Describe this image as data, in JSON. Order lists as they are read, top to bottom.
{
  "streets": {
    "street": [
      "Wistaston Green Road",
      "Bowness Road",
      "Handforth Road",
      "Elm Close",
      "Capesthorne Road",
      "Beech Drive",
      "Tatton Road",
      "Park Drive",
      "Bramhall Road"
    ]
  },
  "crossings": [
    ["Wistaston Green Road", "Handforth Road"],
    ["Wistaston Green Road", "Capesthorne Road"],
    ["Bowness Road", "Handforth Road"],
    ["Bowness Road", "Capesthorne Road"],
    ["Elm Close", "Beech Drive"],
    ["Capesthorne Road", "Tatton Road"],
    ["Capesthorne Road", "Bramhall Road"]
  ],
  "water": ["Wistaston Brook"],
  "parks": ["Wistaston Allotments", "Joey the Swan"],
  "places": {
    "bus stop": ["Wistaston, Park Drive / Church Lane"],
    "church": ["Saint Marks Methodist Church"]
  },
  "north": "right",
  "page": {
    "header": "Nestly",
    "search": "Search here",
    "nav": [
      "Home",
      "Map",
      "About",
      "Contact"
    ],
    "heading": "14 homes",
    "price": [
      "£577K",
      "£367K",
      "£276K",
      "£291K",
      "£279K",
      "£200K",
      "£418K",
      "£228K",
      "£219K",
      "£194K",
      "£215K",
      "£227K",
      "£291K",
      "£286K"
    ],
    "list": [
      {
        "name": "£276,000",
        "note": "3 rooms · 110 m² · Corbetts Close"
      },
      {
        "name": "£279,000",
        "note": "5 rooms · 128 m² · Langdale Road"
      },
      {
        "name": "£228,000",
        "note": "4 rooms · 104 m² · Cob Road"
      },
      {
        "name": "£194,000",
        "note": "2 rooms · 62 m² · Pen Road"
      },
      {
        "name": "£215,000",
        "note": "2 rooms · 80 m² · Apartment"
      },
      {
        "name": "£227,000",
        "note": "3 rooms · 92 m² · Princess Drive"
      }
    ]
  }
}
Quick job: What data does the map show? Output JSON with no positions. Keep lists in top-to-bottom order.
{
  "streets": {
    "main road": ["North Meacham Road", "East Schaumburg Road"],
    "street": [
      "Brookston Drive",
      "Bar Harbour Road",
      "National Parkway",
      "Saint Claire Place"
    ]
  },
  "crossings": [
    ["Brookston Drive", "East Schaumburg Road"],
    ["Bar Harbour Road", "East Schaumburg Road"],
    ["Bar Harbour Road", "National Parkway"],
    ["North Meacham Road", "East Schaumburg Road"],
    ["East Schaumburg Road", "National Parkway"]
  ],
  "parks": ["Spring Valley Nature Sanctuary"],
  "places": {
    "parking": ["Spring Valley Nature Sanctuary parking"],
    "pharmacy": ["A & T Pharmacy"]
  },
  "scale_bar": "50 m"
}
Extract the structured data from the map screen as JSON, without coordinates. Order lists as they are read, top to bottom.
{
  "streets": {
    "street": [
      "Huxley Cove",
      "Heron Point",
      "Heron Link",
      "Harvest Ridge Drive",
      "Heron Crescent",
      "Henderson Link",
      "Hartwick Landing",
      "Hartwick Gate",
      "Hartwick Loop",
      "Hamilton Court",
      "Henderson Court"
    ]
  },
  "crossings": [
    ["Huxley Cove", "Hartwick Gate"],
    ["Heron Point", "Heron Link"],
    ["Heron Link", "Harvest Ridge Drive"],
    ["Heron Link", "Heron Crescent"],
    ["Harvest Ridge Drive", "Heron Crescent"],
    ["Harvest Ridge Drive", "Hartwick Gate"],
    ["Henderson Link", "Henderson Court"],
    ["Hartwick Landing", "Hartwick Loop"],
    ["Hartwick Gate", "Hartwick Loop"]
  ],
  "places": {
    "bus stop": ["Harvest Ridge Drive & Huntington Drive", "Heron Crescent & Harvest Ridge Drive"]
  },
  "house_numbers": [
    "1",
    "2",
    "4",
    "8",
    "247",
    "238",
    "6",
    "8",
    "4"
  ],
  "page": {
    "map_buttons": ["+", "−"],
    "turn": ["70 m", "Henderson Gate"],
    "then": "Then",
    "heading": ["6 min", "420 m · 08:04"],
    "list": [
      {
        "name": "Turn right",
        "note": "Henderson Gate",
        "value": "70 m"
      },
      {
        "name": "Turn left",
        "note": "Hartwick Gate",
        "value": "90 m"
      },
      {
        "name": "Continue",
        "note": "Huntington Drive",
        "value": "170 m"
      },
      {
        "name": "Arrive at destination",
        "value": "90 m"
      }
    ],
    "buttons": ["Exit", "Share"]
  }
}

§ What this task involves
Among the preceding records, how many lines include the word "Hartwick"? Reply with the number only.

§ Solution to this task
8